Fully Engaged: Pursuing Integrity in Work and Leisure
April 11, 2014 | 4–5:30 p.m.
April 25, 2014 | 4–5:30 p.m.
May 16, 2014 | 4–5:30 p.m.
|Location||Tealwood Asset Management, Minneapolis, MN|
|Directions||Get directions to Tealwood Asset Management|
|Cost||$30 for 3 sessions|
|Registration||Register online by April 1|
|Sponsors||Sponsored by the Bethel University Humanities Program, with support from a grant from the Apgar Foundation.|
At this point in your career, are you asking what it means to work with integrity and purpose?
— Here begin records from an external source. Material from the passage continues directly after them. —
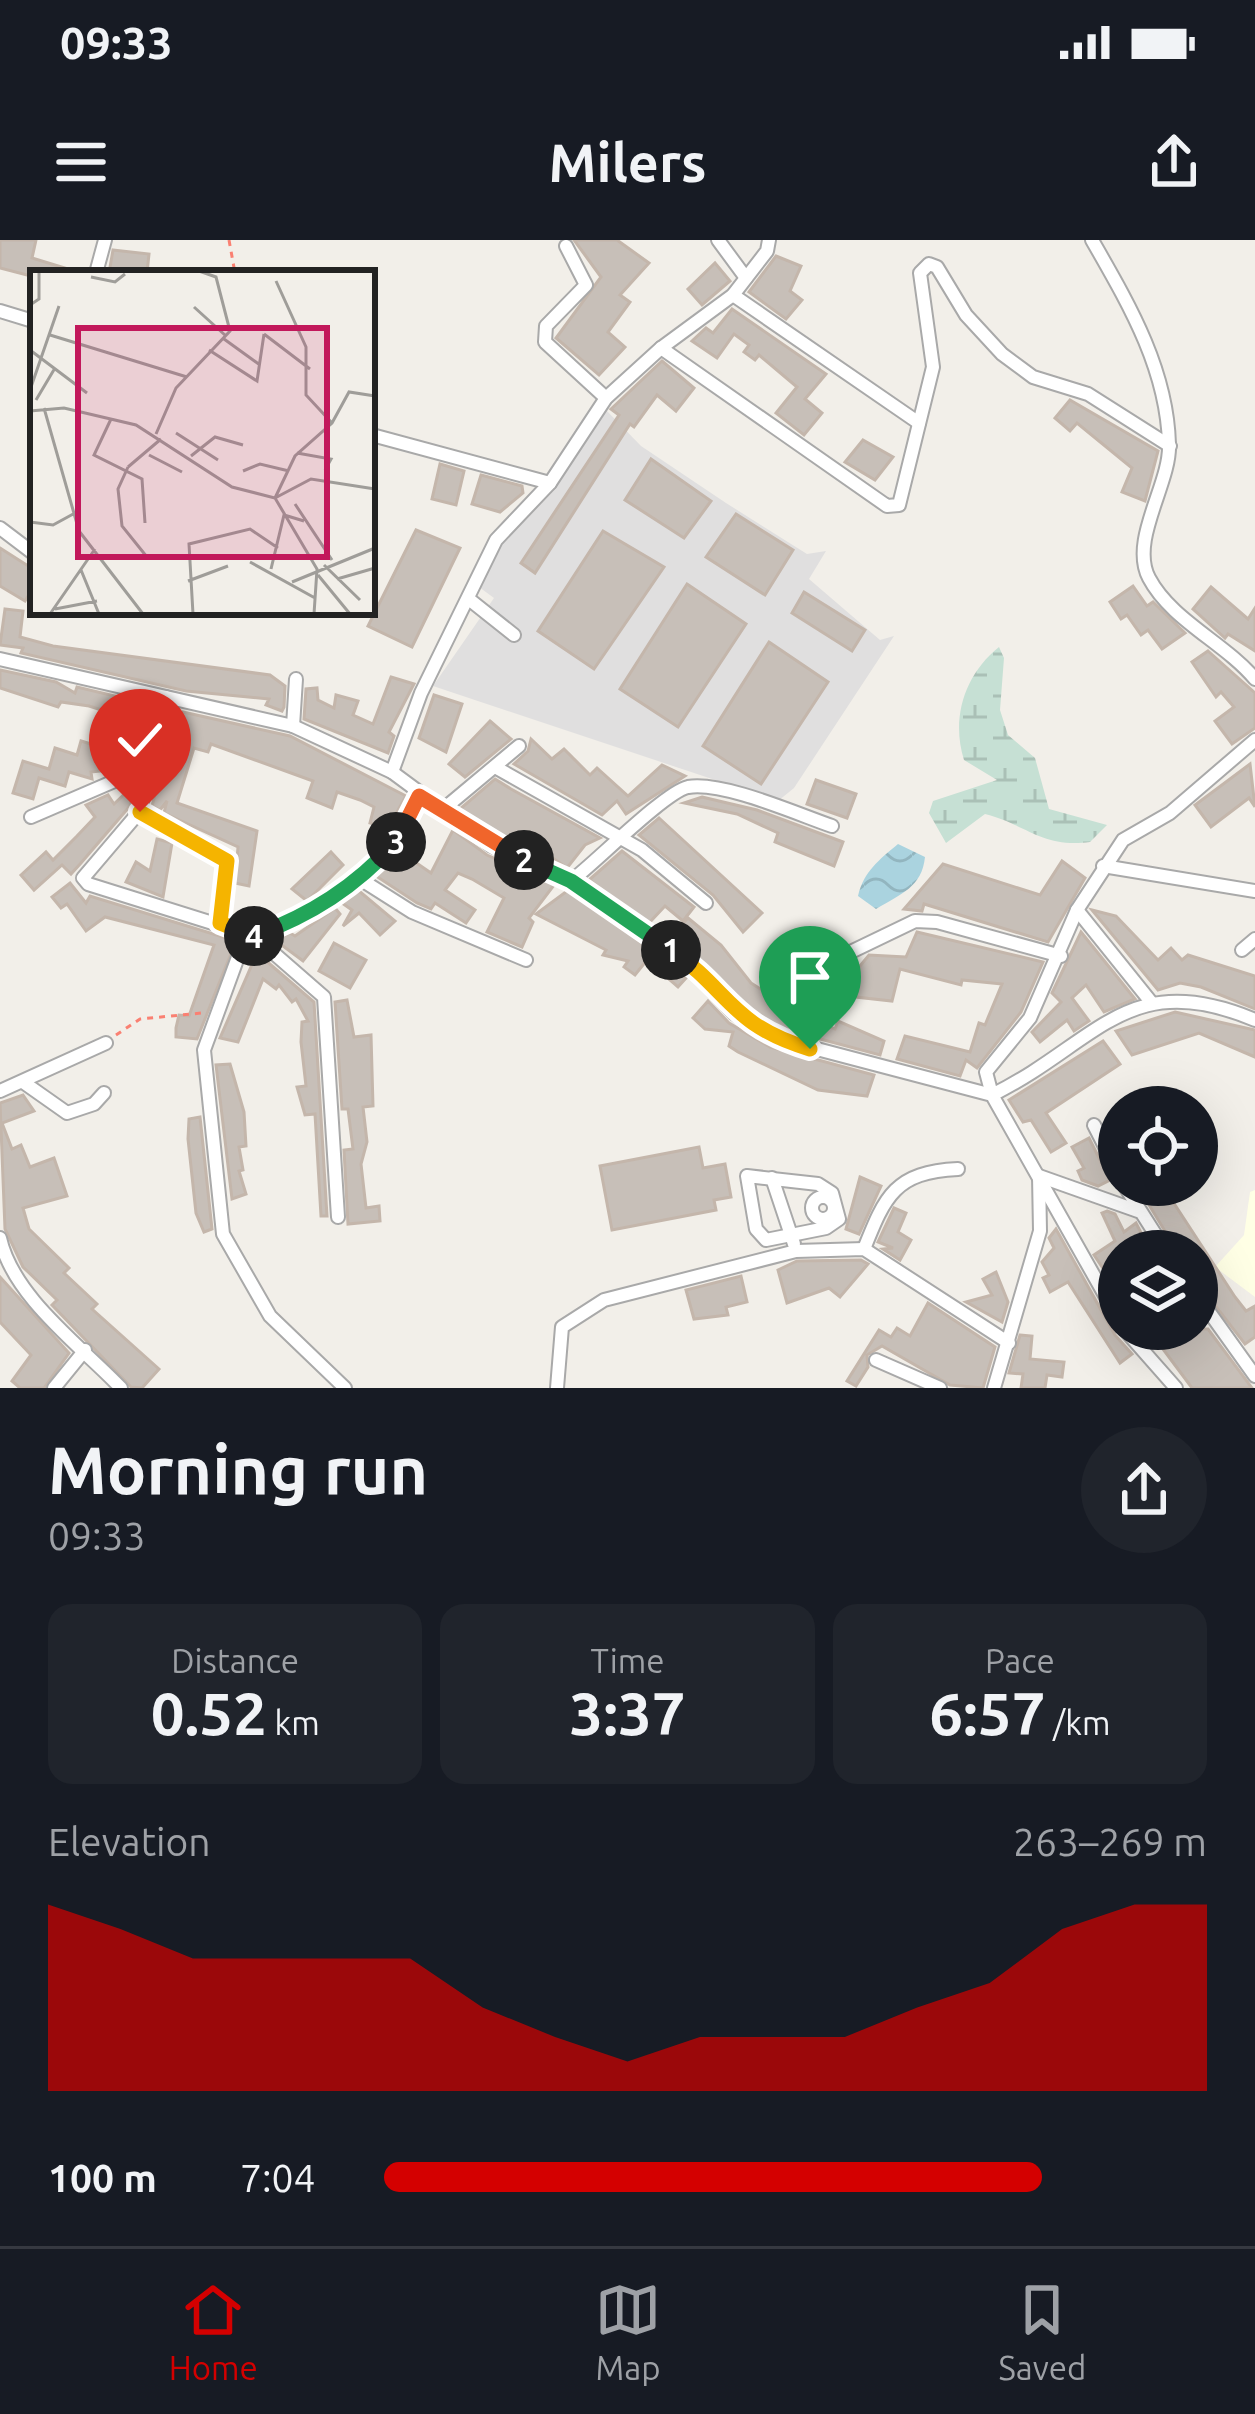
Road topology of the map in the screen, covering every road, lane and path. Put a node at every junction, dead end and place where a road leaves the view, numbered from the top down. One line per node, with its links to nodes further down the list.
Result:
1 (105, 240): 7 (street)
2 (229, 240): 8 (path)
3 (718, 240): 9 (street)
4 (769, 240): 9 (street)
5 (1092, 240): 17 (street)
6 (566, 246): 14 (street)
7 (97, 270)
8 (234, 270)
9 (746, 278): 10 (street)
10 (734, 295): 13 (street); 15 (street)
11 (0, 311): 12 (street)
12 (30, 320)
13 (661, 348): 14 (street); 15 (street)
14 (606, 398): 18 (street)
15 (919, 423): 17 (street)
16 (375, 436): 18 (street)
17 (1170, 446): 25 (street)
18 (550, 483): 21 (street)
19 (0, 528): 20 (street)
20 (30, 551)
21 (470, 600): 22 (street); 32 (street)
22 (514, 635)
23 (0, 659): 26 (street)
24 (296, 679): 27 (street)
25 (1255, 679)
26 (166, 697): 27 (street); 30 (street)
27 (293, 727): 32 (street)
28 (1255, 740): 39 (street)
29 (519, 746): 31 (street)
30 (154, 764): 34 (street); 36 (street)
31 (494, 767): 35 (street); 38 (street)
32 (392, 772): 33 (street)
33 (419, 796): 35 (street); 40 (street)
34 (140, 812): 45 (street); 45 (street)
35 (440, 812): 41 (street)
36 (32, 817)
37 (832, 826): 38 (street)
38 (624, 839): 41 (street); 43 (street)
39 (1103, 866): 42 (street); 44 (street)
40 (360, 879): 46 (street); 50 (street)
41 (571, 881): 59 (street)
42 (1255, 891)
43 (706, 903)
44 (1077, 910): 49 (street); 52 (street)
45 (220, 923): 46 (street)
46 (254, 936): 53 (street); 69 (street)
47 (1255, 939): 48 (street)
48 (1242, 950)
49 (1061, 956): 51 (street); 59 (street)
50 (526, 960)
51 (834, 960)
52 (1151, 1002): 54 (street); 59 (street)
53 (216, 1015): 55 (path); 84 (street)
54 (1255, 1020)
55 (106, 1043): 56 (street)
56 (23, 1082): 57 (street); 58 (street)
57 (0, 1091)
58 (104, 1093)
59 (992, 1095): 63 (street)
60 (1094, 1125): 61 (street)
61 (1098, 1133)
62 (958, 1169): 73 (street)
63 (1039, 1176): 66 (street); 74 (street); 76 (street)
64 (772, 1178): 67 (street); 72 (street); 72 (street)
65 (1135, 1206): 66 (street)
66 (1138, 1211): 70 (street)
67 (785, 1214): 68 (street); 72 (street)
68 (814, 1214)
69 (338, 1217)
70 (1151, 1230)
71 (0, 1238): 77 (street)
72 (795, 1244): 73 (street); 85 (street)
73 (864, 1250): 76 (street)
74 (1098, 1282)
75 (1218, 1320): 79 (street)
76 (1009, 1343): 87 (street)
77 (85, 1350): 82 (street); 83 (street)
78 (1143, 1350): 88 (street)
79 (1249, 1357): 81 (street)
80 (876, 1360): 86 (street)
81 (1255, 1376)
82 (54, 1388)
83 (121, 1388)
84 (345, 1388)
85 (556, 1388)
86 (940, 1388)
87 (994, 1388)
88 (1176, 1388)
How your non-work, leisure pursuits contribute to a full life? How to increase the elements of trust and civility in your community, work, and the institutions you support?
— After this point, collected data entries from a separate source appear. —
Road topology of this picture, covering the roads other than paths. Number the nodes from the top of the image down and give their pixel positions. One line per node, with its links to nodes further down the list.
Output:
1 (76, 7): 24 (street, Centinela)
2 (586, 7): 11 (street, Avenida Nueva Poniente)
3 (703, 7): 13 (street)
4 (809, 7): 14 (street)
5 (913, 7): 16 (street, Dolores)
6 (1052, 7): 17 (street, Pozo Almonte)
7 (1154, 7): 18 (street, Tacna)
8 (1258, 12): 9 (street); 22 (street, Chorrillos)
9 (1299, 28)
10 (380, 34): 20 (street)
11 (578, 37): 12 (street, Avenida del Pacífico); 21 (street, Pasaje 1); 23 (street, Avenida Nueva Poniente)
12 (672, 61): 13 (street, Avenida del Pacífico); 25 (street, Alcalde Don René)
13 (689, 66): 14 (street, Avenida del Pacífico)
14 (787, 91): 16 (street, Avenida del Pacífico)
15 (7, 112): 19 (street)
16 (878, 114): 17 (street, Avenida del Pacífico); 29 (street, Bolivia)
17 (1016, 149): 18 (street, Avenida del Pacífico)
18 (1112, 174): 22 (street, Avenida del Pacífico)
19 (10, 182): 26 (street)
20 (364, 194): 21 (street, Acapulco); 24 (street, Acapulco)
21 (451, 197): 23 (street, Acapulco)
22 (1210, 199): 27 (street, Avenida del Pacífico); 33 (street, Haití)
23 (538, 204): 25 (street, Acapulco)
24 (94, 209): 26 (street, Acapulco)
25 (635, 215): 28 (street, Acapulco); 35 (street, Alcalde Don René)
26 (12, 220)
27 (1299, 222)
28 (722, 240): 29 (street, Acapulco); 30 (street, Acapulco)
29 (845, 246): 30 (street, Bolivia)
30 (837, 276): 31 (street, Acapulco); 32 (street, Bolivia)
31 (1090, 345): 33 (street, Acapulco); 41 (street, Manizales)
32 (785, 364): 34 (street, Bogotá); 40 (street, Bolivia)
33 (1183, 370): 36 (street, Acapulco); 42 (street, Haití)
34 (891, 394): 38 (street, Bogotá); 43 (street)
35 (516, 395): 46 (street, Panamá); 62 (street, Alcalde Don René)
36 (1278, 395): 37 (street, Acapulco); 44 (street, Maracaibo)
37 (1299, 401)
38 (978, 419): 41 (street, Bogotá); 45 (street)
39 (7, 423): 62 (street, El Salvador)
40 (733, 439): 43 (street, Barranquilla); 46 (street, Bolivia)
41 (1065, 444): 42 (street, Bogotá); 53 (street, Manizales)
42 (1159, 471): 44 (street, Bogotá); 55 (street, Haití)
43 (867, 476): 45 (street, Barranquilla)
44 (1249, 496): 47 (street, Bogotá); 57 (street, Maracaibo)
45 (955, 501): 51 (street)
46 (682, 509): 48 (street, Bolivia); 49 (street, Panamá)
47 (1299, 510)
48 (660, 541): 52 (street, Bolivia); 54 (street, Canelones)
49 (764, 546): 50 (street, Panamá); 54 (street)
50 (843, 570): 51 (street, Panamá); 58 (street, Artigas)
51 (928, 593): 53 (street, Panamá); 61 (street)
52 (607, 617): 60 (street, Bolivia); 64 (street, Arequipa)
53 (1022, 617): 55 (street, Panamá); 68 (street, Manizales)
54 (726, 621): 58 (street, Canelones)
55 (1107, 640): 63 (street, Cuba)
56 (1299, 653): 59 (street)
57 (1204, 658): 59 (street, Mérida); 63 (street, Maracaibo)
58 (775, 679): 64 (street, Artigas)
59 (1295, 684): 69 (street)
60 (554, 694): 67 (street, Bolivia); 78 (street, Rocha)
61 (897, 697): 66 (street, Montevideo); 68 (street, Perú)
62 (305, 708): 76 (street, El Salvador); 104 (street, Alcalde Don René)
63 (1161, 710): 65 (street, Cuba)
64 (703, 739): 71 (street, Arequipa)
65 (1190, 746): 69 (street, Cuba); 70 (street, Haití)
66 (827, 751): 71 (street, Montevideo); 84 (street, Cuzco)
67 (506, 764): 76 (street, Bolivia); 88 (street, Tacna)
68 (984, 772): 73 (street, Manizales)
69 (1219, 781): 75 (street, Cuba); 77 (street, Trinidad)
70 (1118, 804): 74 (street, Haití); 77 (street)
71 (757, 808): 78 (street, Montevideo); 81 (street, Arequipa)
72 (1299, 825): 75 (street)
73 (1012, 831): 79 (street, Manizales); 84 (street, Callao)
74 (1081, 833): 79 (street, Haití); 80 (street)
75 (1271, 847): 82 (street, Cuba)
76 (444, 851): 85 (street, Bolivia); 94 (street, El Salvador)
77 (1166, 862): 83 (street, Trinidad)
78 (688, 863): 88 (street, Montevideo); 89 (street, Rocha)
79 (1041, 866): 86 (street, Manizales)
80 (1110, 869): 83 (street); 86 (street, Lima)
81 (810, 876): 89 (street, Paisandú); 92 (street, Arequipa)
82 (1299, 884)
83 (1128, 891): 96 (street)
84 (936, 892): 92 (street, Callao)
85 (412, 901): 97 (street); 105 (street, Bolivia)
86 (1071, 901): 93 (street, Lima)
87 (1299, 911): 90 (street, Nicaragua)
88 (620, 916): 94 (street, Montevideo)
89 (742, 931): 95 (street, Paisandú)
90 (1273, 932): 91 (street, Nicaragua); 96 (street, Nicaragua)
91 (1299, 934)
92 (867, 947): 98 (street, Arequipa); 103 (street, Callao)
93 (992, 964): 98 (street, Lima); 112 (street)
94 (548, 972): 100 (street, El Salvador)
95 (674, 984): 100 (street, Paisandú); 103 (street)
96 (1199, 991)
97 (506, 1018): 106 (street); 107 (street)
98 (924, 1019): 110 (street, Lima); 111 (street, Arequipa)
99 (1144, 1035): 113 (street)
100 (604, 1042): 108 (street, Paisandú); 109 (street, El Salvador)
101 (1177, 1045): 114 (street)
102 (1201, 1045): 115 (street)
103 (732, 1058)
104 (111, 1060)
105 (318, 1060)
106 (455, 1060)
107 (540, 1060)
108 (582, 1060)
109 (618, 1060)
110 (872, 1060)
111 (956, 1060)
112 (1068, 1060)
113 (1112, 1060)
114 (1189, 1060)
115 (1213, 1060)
If you’ve noticed these questions popping up in your life, join us for a three session, small group discussion designed for business professionals who are looking for more holistic forms of engagement in life and work. Novelists, political philosophers, and essayists will guide our conversation.
- Small groups of 10 people (a mix of age and experience). We’ll talk about some great writings that engage these issues
- We’ll read about 50 pages before each meeting and come together for a “shared inquiry” into their meaning
- Texts will be mailed participants at least two weeks before the first meeting
Bethel professors with significant experience in conducting seminar discussions.
All readings will be selected from Leading Lives that Matter (ed. Mark Schwehn and Dorothy Bass, Eerdmans 2006)
Session 1—Harmony | Friday, April 11
How can we seek balance in work, personal life, and community involvement? Wendell Berry, excerpt from Jayber Crow; Bonnie Miller-McLemore, “Generativity Crises of My Own”; Arlie Hochschild, “There’s No Place Like Work”
Session 2—Work | Friday, April 25
How do we recognize and interpret our job as a “vocation”? Lee Hardy, “Making the Match: Career Choice”; Robert Wuthnow, “The Changing Nature of Work”; Robert Frost, “Two Tramps in Mudtime”; Frederich Buechner, “Vocation.”
Session 3—Leisure | Friday, May 16
What would it look like to consider our time and relationships as more than a break from work? Abraham Heschel, excerpt from The Sabbath; Gilbert Meilaender, “Friendship and Vocation.”